Source data.
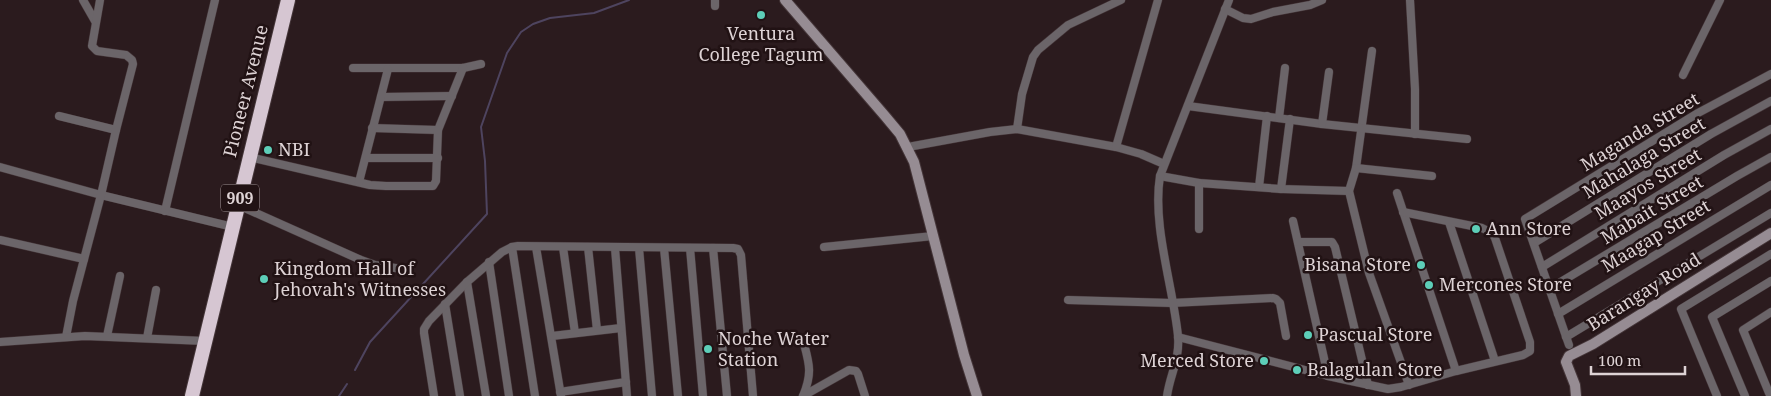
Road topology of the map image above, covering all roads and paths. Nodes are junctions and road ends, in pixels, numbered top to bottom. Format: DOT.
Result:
graph roads {
  1 [pos="83,0"];
  2 [pos="100,0"];
  3 [pos="215,0"];
  4 [pos="288,0"];
  5 [pos="785,0"];
  6 [pos="1121,0"];
  7 [pos="1158,0"];
  8 [pos="1229,0"];
  9 [pos="1322,0"];
  10 [pos="1410,0"];
  11 [pos="1720,0"];
  12 [pos="1225,9"];
  13 [pos="95,21"];
  14 [pos="1372,51"];
  15 [pos="481,64"];
  16 [pos="353,68"];
  17 [pos="463,68"];
  18 [pos="1286,68"];
  19 [pos="388,69"];
  20 [pos="1329,72"];
  21 [pos="1683,74"];
  22 [pos="1771,74"];
  23 [pos="452,96"];
  24 [pos="381,98"];
  25 [pos="1771,101"];
  26 [pos="1188,106"];
  27 [pos="59,116"];
  28 [pos="1267,116"];
  29 [pos="1279,118"];
  30 [pos="1290,119"];
  31 [pos="1322,124"];
  32 [pos="372,128"];
  33 [pos="1362,128"];
  34 [pos="1018,129"];
  35 [pos="1771,129"];
  36 [pos="116,130"];
  37 [pos="438,130"];
  38 [pos="1415,134"];
  39 [pos="1467,139"];
  40 [pos="908,147"];
  41 [pos="1116,147"];
  42 [pos="1771,157"];
  43 [pos="249,158"];
  44 [pos="366,158"];
  45 [pos="438,158"];
  46 [pos="1164,164"];
  47 [pos="0,167"];
  48 [pos="1356,168"];
  49 [pos="1160,176"];
  50 [pos="1432,176"];
  51 [pos="359,182"];
  52 [pos="1200,183"];
  53 [pos="1771,185"];
  54 [pos="1259,187"];
  55 [pos="1281,189"];
  56 [pos="1349,191"];
  57 [pos="1397,192"];
  58 [pos="101,195"];
  59 [pos="238,205"];
  60 [pos="165,211"];
  61 [pos="1403,212"];
  62 [pos="1771,213"];
  63 [pos="1293,221"];
  64 [pos="1449,222"];
  65 [pos="233,227"];
  66 [pos="1199,229"];
  67 [pos="1771,233"];
  68 [pos="933,236"];
  69 [pos="0,240"];
  70 [pos="1298,242"];
  71 [pos="1534,243"];
  72 [pos="512,247"];
  73 [pos="536,247"];
  74 [pos="563,247"];
  75 [pos="588,247"];
  76 [pos="824,247"];
  77 [pos="615,248"];
  78 [pos="639,248"];
  79 [pos="664,248"];
  80 [pos="690,248"];
  81 [pos="713,248"];
  82 [pos="1771,254"];
  83 [pos="84,258"];
  84 [pos="490,262"];
  85 [pos="1542,267"];
  86 [pos="402,269"];
  87 [pos="120,276"];
  88 [pos="1771,281"];
  89 [pos="467,282"];
  90 [pos="1550,289"];
  91 [pos="156,290"];
  92 [pos="1068,300"];
  93 [pos="1172,302"];
  94 [pos="445,304"];
  95 [pos="1771,312"];
  96 [pos="1558,314"];
  97 [pos="621,328"];
  98 [pos="597,330"];
  99 [pos="575,333"];
  100 [pos="107,336"];
  101 [pos="552,336"];
  102 [pos="1286,336"];
  103 [pos="66,337"];
  104 [pos="1178,337"];
  105 [pos="147,338"];
  106 [pos="803,340"];
  107 [pos="205,341"];
  108 [pos="0,342"];
  109 [pos="1496,361"];
  110 [pos="1456,371"];
  111 [pos="1328,376"];
  112 [pos="626,382"];
  113 [pos="1368,385"];
  114 [pos="1409,385"];
  115 [pos="593,387"];
  116 [pos="1771,392"];
  117 [pos="561,394"];
  118 [pos="1168,394"];
  119 [pos="192,396"];
  120 [pos="434,396"];
  121 [pos="460,396"];
  122 [pos="486,396"];
  123 [pos="509,396"];
  124 [pos="534,396"];
  125 [pos="594,396"];
  126 [pos="627,396"];
  127 [pos="652,396"];
  128 [pos="678,396"];
  129 [pos="703,396"];
  130 [pos="727,396"];
  131 [pos="753,396"];
  132 [pos="803,396"];
  133 [pos="865,396"];
  134 [pos="978,396"];
  135 [pos="1177,396"];
  136 [pos="1576,396"];
  137 [pos="1717,396"];
  138 [pos="1745,396"];
  1 -- 13 [label="street"];
  2 -- 13 [label="street"];
  3 -- 60 [label="street"];
  4 -- 43 [label="highway, Pioneer Avenue / 909"];
  5 -- 40 [label="main road"];
  6 -- 34 [label="street"];
  7 -- 41 [label="street"];
  8 -- 12 [label="street"];
  9 -- 12 [label="street"];
  10 -- 38 [label="street"];
  11 -- 21 [label="street"];
  12 -- 26 [label="street"];
  13 -- 36 [label="street"];
  14 -- 33 [label="street"];
  15 -- 17 [label="street"];
  16 -- 19 [label="street"];
  17 -- 19 [label="street"];
  17 -- 23 [label="street"];
  18 -- 29 [label="street"];
  19 -- 24 [label="street"];
  20 -- 31 [label="street"];
  22 -- 71 [label="street, Maganda Street"];
  23 -- 24 [label="street"];
  23 -- 37 [label="street"];
  24 -- 32 [label="street"];
  25 -- 71 [label="street, Mahalaga Street"];
  26 -- 28 [label="street"];
  26 -- 46 [label="street"];
  27 -- 36 [label="street"];
  28 -- 29 [label="street"];
  28 -- 54 [label="street"];
  29 -- 30 [label="street"];
  30 -- 31 [label="street"];
  30 -- 55 [label="street"];
  31 -- 33 [label="street"];
  32 -- 37 [label="street"];
  32 -- 44 [label="street"];
  33 -- 38 [label="street"];
  33 -- 48 [label="street"];
  34 -- 40 [label="street"];
  34 -- 41 [label="street"];
  35 -- 85 [label="street, Maayos Street"];
  36 -- 58 [label="street"];
  37 -- 45 [label="street"];
  38 -- 39 [label="street"];
  40 -- 68 [label="main road"];
  41 -- 46 [label="street"];
  42 -- 90 [label="street, Mabait Street"];
  43 -- 51 [label="street"];
  43 -- 59 [label="highway, Pioneer Avenue / 909"];
  44 -- 45 [label="street"];
  44 -- 51 [label="street"];
  45 -- 51 [label="street"];
  46 -- 49 [label="street"];
  47 -- 58 [label="street"];
  48 -- 50 [label="street"];
  48 -- 56 [label="street"];
  49 -- 52 [label="street"];
  49 -- 93 [label="street"];
  52 -- 54 [label="street"];
  52 -- 66 [label="street"];
  53 -- 96 [label="street, Maagap Street"];
  54 -- 55 [label="street"];
  55 -- 56 [label="street"];
  56 -- 114 [label="street"];
  57 -- 61 [label="street"];
  58 -- 60 [label="street"];
  58 -- 83 [label="street"];
  59 -- 65 [label="highway, Pioneer Avenue / 909"];
  59 -- 86 [label="street"];
  60 -- 65 [label="street"];
  61 -- 64 [label="street"];
  61 -- 110 [label="street"];
  62 -- 96 [label="street"];
  63 -- 70 [label="street"];
  64 -- 109 [label="street"];
  64 -- 109 [label="street"];
  65 -- 107 [label="highway, Pioneer Avenue / 909"];
  67 -- 136 [label="main road, Barangay Road"];
  68 -- 76 [label="street"];
  68 -- 134 [label="main road"];
  69 -- 83 [label="street"];
  70 -- 111 [label="street"];
  70 -- 113 [label="street"];
  71 -- 85 [label="street"];
  72 -- 73 [label="street"];
  72 -- 84 [label="street"];
  72 -- 124 [label="street"];
  73 -- 74 [label="street"];
  73 -- 101 [label="street"];
  74 -- 75 [label="street"];
  74 -- 99 [label="street"];
  75 -- 77 [label="street"];
  75 -- 98 [label="street"];
  77 -- 78 [label="street"];
  77 -- 97 [label="street"];
  78 -- 79 [label="street"];
  78 -- 127 [label="street"];
  79 -- 80 [label="street"];
  79 -- 128 [label="street"];
  80 -- 81 [label="street"];
  80 -- 129 [label="street"];
  81 -- 130 [label="street"];
  81 -- 131 [label="street"];
  82 -- 137 [label="street"];
  83 -- 103 [label="street"];
  84 -- 89 [label="street"];
  84 -- 123 [label="street"];
  85 -- 90 [label="street"];
  87 -- 100 [label="street"];
  88 -- 138 [label="street"];
  89 -- 94 [label="street"];
  89 -- 122 [label="street"];
  90 -- 96 [label="street"];
  91 -- 105 [label="street"];
  92 -- 93 [label="street"];
  93 -- 102 [label="street"];
  93 -- 104 [label="street"];
  94 -- 120 [label="street"];
  94 -- 121 [label="street"];
  95 -- 116 [label="street"];
  97 -- 98 [label="street"];
  97 -- 112 [label="street"];
  98 -- 99 [label="street"];
  99 -- 101 [label="street"];
  100 -- 103 [label="street"];
  100 -- 105 [label="street"];
  101 -- 117 [label="street"];
  103 -- 108 [label="street"];
  104 -- 111 [label="street"];
  104 -- 118 [label="street"];
  105 -- 107 [label="street"];
  106 -- 132 [label="street"];
  107 -- 119 [label="highway, Pioneer Avenue / 909"];
  109 -- 110 [label="street"];
  110 -- 114 [label="street"];
  111 -- 113 [label="street"];
  112 -- 115 [label="street"];
  112 -- 126 [label="street"];
  113 -- 114 [label="street"];
  115 -- 117 [label="street"];
  115 -- 125 [label="street"];
  118 -- 135 [label="street"];
  132 -- 133 [label="street"];
}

What you need to do. Examine the records and pull out every line where the string "main" occurs.

Expected answer.
  5 -- 40 [label="main road"];
  40 -- 68 [label="main road"];
  67 -- 136 [label="main road, Barangay Road"];
  68 -- 134 [label="main road"];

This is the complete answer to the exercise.